Methods: An 11-year cohort study of 2437 residents age 30–79 years was performed in an urban area located in Japan. Of these, we included in the analysis 1094 men and 1201 women without history of stroke and CHD. We measured LAB and sLOX-1 using ELISAs with recombinant LOX-1 and monoclonal anti–apolipoprotein B antibody and with 2 monoclonal antibodies against LOX-1, respectively.

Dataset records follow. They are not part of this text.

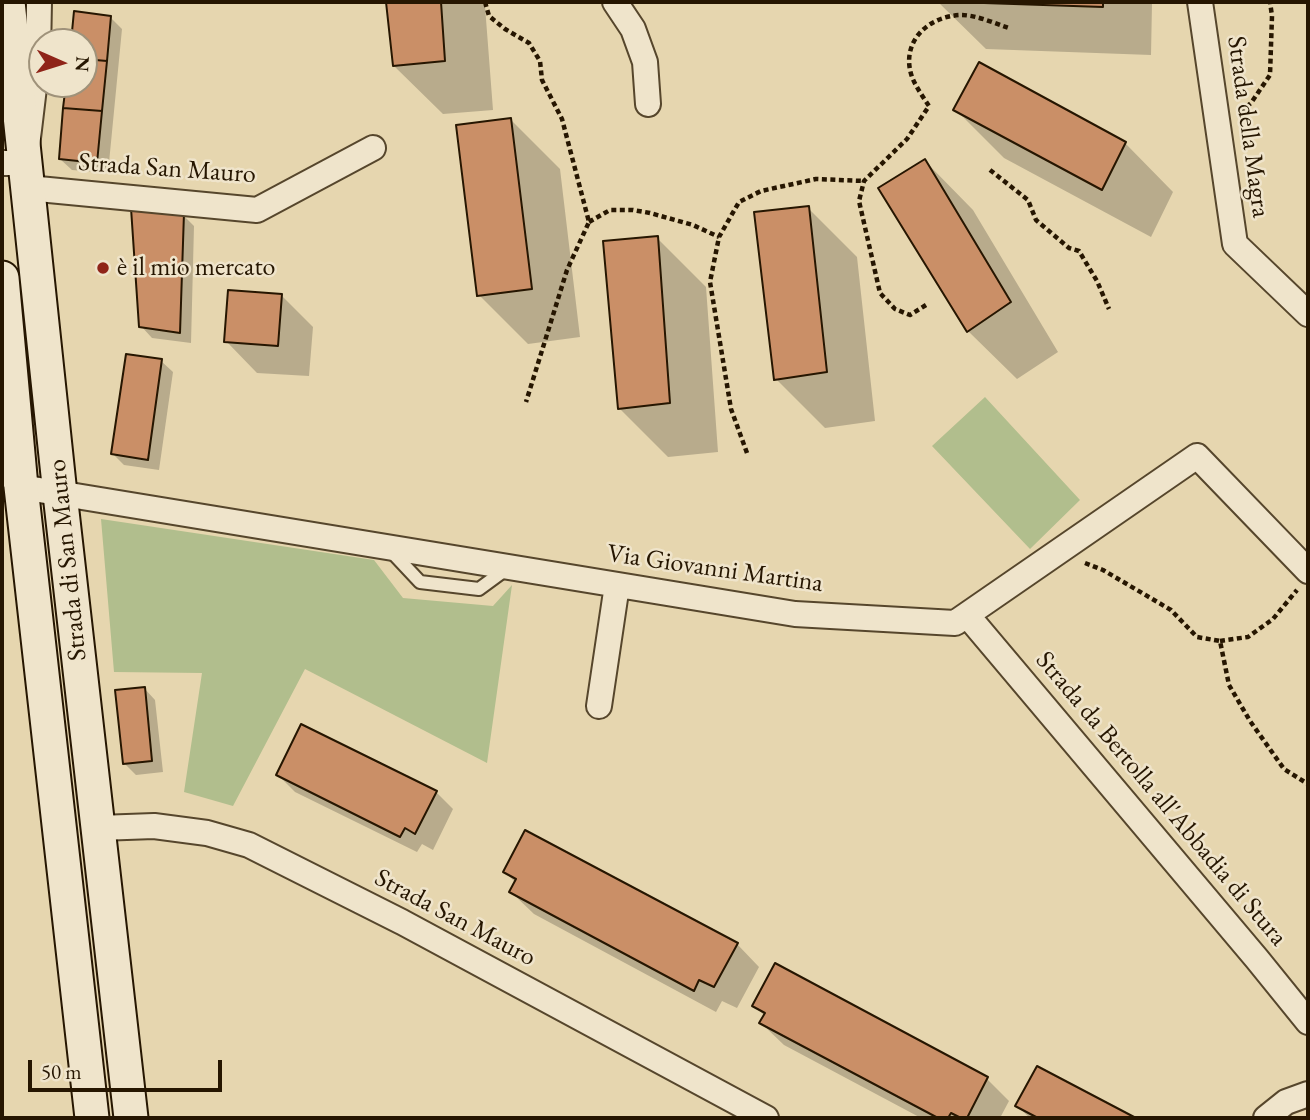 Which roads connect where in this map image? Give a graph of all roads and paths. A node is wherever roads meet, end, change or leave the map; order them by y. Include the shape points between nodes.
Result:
1 (39, 2) edge
2 (485, 2) edge
3 (615, 2) edge
4 (1200, 2) edge
5 (1270, 2) edge
6 (13, 11) edge
7 (1009, 28) dead end
8 (648, 104) dead end
9 (1218, 131) junction
10 (373, 148) dead end
11 (990, 170) dead end
12 (18, 172) edge
13 (864, 181) junction
14 (589, 222) junction
15 (719, 237) junction
16 (2, 278) edge
17 (926, 305) dead end
18 (1109, 309) dead end
19 (1308, 314) edge
20 (526, 402) dead end
21 (747, 453) dead end
22 (11, 481) edge
23 (61, 494) junction
24 (1058, 552) junction
25 (1305, 578) edge
26 (617, 585) junction
27 (967, 615) junction
28 (1220, 641) junction
29 (599, 706) dead end
30 (1308, 784) edge
31 (99, 828) junction
32 (1308, 1022) edge
33 (1308, 1094) edge
34 (92, 1118) edge
35 (131, 1118) edge
36 (766, 1118) edge
37 (1266, 1118) edge

1 - 12 street via 38,54
2 - 14 path via 489,16 529,43 540,61 542,80 562,119
3 - 8 street via 633,29 645,62
4 - 9 street, Strada della Magra
5 - 9 path via 1270,75 1251,103
6 - 12 main road, Strada di San Mauro
7 - 13 path via 962,15 922,28 909,54 912,76 929,106 907,139
9 - 19 street, Strada della Magra via 1235,244
10 - 12 street, Strada San Mauro via 257,210
11 - 18 path via 1028,200 1036,220 1079,251
12 - 23 main road, Strada di San Mauro
13 - 15 path via 816,179 761,191 739,202
13 - 17 path via 859,201 880,293 895,309 910,315
14 - 15 path via 610,210 633,210 694,225
14 - 20 path via 567,270
15 - 21 path via 710,282 730,409
16 - 22 main road, Strada di San Mauro via 13,398
22 - 23 street, Via Giovanni Martina
22 - 34 main road, Strada di San Mauro
23 - 26 street, Via Giovanni Martina
23 - 31 main road, Strada di San Mauro
24 - 25 street, Via Giovanni Martina via 1197,456
24 - 27 street, Via Giovanni Martina
24 - 28 path via 1137,589 1171,610 1197,637
25 - 28 path via 1273,619 1248,637
26 - 27 street, Via Giovanni Martina via 796,614 956,623
26 - 29 street
27 - 32 street, Strada da Bertolla all'Abbadia di Stura
28 - 30 path via 1230,685 1251,721 1284,769
31 - 35 main road, Strada di San Mauro
31 - 36 street, Strada San Mauro via 154,826 207,832 249,845
33 - 37 street via 1286,1102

Results: During the follow-up period, there were 68 incident cases of CHD and 91 cases of stroke (with 60 ischemic strokes). Compared with the bottom quartile, the hazard ratio (HR) of the top quartile of LOX index was 1.74 (95% CI 0.92–3.30) for stroke and 2.09 (1.00–4.35) for CHD after adjusting for sex, age, body mass index, drinking, smoking, hypertension, diabetes, non-HDL cholesterol, and use of lipid-lowering agents. Compared with the bottom quartile of LOX index, the fully adjusted HRs for ischemic stroke were consistently high from the second to the top quartile: 3.39 (95% CI 1.34–8.53), 3.15 (1.22–8.13) and 3.23 (1.24–8.37), respectively.
Conclusions: Higher LOX index values were associated with an increased risk of CHD. Low LOX index values may be protective against ischemic stroke.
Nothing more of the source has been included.